## Aim of the task
Somewhere below are a line with "index pip: (1099, 717)" and a later line with "index tip: (1083, 771)". Output exactly those lines and all lines between them.

## Data section
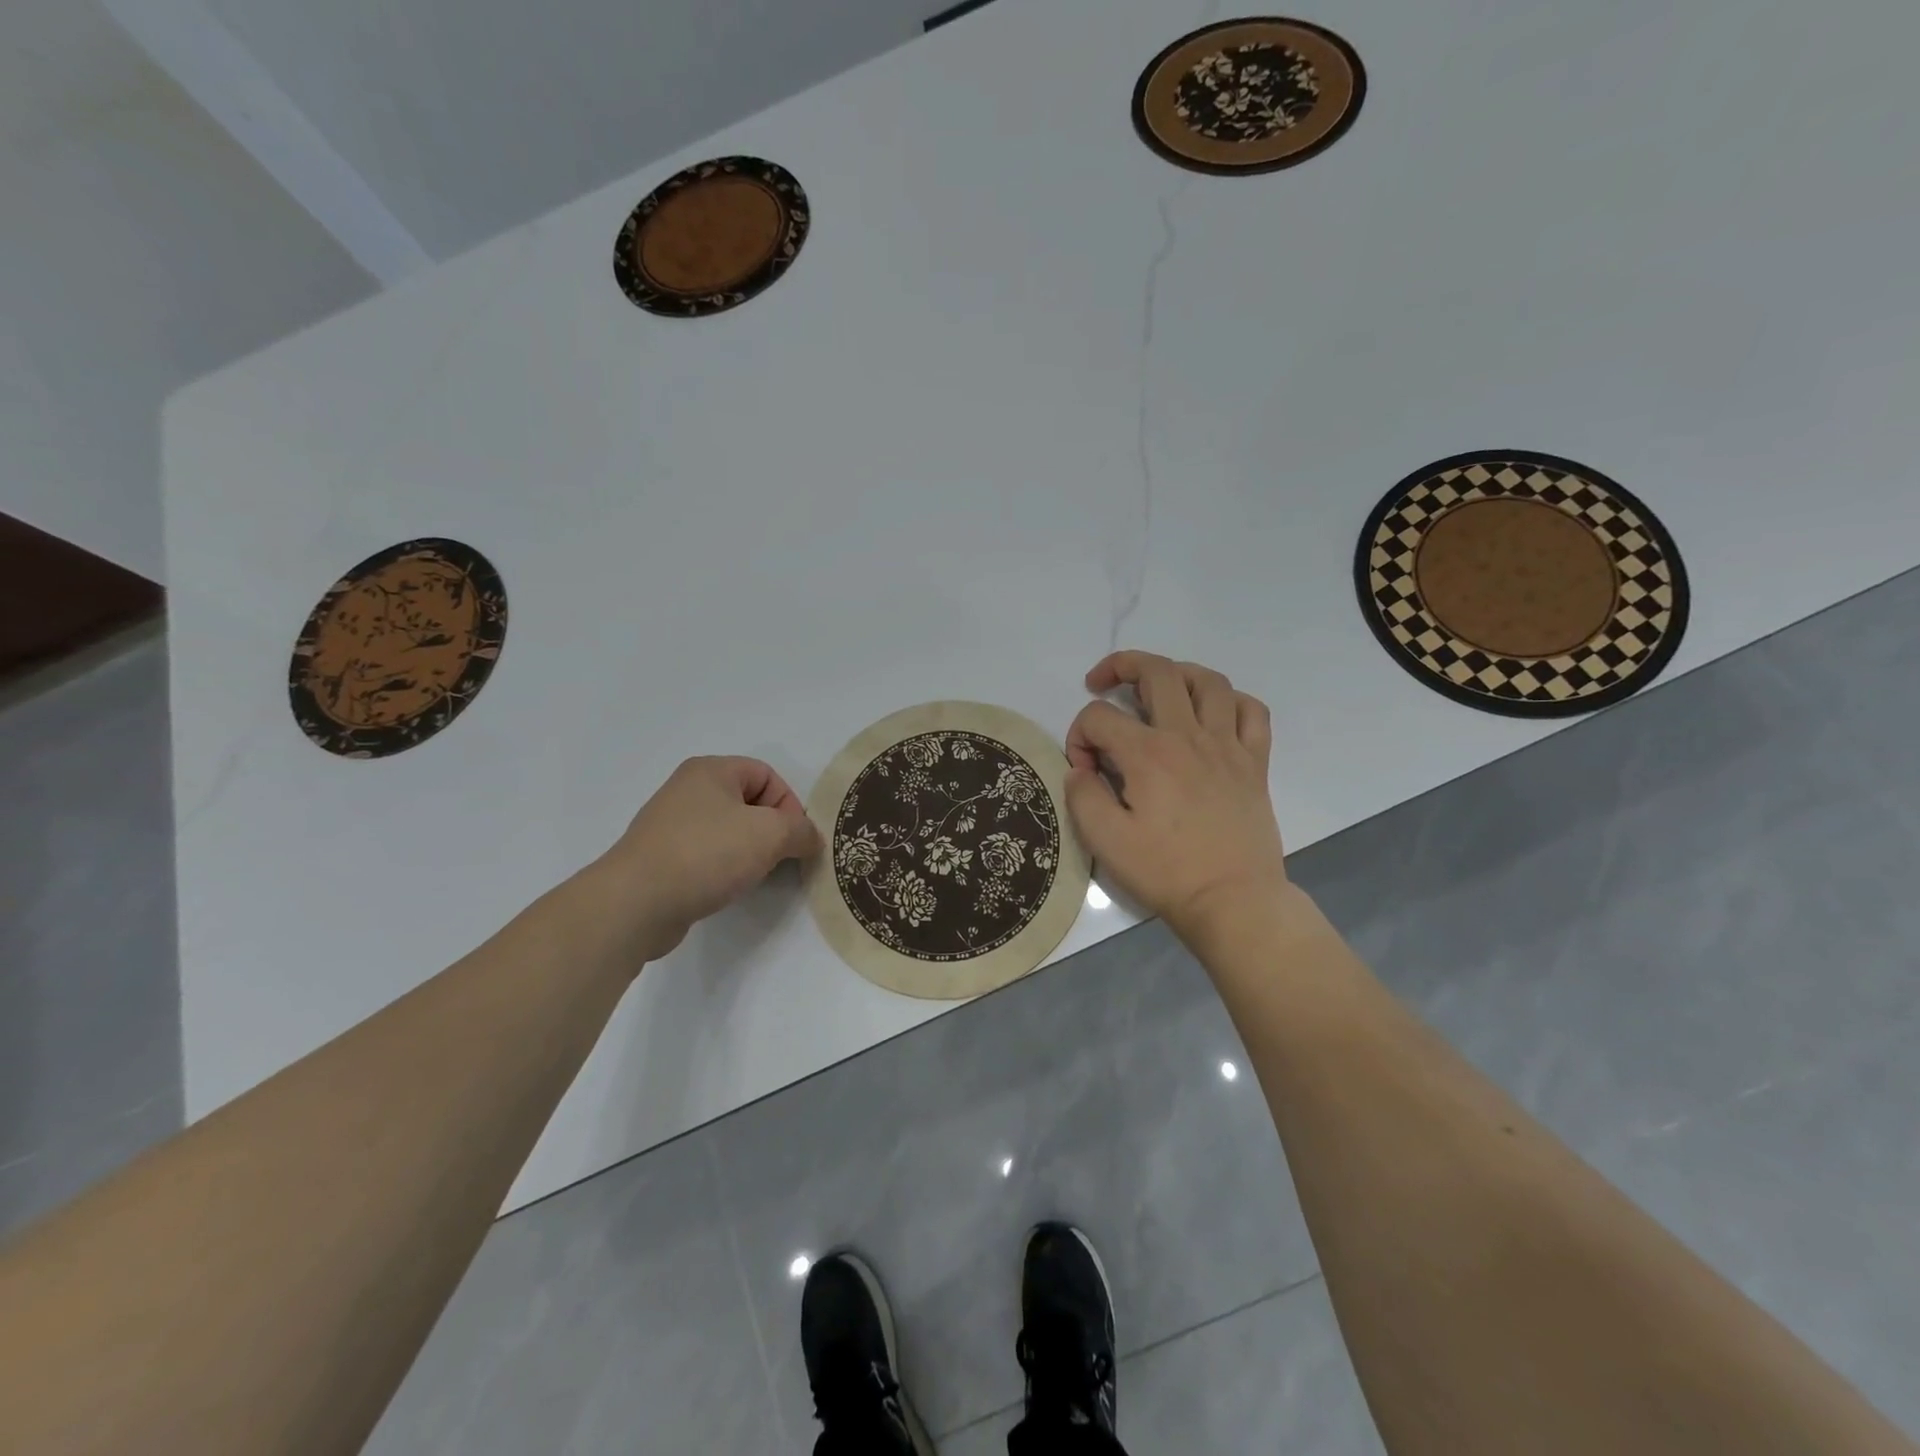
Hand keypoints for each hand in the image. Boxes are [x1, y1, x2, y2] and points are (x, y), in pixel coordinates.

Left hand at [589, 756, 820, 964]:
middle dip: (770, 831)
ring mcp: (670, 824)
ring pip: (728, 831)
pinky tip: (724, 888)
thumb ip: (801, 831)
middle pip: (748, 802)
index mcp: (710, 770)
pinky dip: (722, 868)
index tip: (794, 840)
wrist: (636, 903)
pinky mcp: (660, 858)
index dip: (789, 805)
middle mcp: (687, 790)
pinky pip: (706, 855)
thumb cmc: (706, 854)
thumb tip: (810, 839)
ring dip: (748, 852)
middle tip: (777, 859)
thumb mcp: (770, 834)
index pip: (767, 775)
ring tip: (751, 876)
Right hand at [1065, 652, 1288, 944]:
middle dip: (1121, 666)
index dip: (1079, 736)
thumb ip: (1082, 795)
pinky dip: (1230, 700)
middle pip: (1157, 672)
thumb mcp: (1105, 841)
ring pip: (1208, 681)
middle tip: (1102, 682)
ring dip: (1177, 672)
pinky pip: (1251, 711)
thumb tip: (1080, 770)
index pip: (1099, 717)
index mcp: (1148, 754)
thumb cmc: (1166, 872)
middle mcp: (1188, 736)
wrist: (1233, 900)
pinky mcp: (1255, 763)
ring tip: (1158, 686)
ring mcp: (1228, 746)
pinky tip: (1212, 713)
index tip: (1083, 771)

---

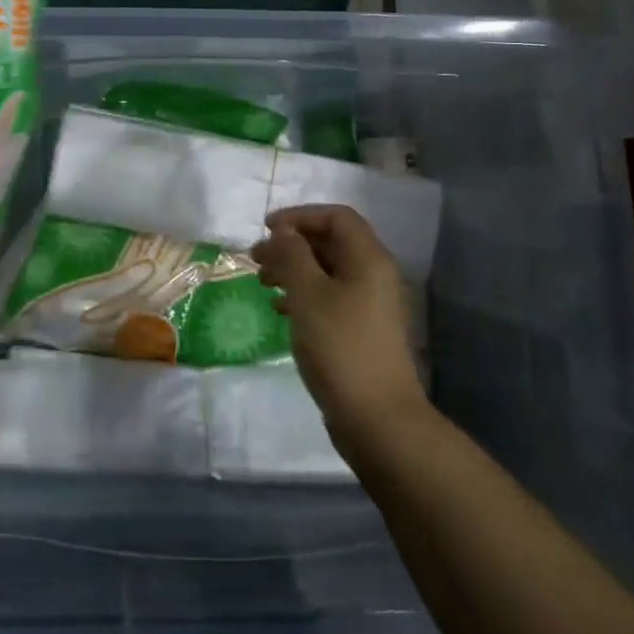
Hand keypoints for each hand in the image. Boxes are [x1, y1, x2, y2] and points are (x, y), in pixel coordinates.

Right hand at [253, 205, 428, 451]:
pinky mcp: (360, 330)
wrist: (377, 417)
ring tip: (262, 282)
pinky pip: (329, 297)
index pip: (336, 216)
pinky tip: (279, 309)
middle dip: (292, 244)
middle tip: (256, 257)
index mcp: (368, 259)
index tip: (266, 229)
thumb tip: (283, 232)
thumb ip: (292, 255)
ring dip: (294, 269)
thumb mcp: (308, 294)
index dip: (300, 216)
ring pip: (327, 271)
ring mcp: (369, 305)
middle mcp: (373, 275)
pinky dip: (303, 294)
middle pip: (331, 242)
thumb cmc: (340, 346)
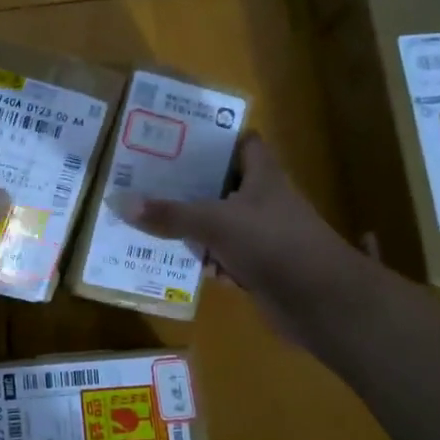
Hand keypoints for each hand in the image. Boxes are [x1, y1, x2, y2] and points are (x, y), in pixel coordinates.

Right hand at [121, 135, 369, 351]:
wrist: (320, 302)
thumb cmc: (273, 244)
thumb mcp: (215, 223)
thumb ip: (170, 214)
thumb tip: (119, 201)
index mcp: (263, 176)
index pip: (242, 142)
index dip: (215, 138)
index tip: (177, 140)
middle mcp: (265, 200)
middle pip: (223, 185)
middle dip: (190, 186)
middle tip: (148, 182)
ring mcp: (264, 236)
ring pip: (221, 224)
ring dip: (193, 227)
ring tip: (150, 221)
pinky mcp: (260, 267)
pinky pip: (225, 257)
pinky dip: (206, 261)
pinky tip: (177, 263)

--

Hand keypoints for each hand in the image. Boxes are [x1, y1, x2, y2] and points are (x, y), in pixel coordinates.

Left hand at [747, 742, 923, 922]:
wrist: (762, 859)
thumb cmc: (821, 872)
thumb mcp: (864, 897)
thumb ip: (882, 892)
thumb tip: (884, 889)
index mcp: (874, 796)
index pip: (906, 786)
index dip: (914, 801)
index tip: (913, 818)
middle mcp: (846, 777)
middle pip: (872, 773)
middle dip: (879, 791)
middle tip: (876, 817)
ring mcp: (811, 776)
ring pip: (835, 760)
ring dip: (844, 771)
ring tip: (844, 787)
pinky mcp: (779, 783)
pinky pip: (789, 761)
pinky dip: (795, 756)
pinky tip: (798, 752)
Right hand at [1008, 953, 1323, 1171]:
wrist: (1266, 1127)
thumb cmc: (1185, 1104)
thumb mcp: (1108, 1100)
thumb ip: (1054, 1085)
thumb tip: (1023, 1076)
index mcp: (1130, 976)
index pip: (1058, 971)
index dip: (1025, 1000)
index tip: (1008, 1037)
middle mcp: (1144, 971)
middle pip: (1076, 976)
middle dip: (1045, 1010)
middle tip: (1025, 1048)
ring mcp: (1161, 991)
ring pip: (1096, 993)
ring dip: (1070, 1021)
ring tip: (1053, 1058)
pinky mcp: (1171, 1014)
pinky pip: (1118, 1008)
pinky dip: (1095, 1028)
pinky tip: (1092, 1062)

## Solution for this exercise
index pip: (1099, 717)
index mcp: (1148, 754)
thumb cmc: (1166, 872)
middle mcp: (1188, 736)
wrist: (1233, 900)
pinky mcp: (1255, 763)
ring tip: (1158, 686)
ring mcp: (1228, 746)
pinky tip: (1212, 713)
index tip: (1083, 771)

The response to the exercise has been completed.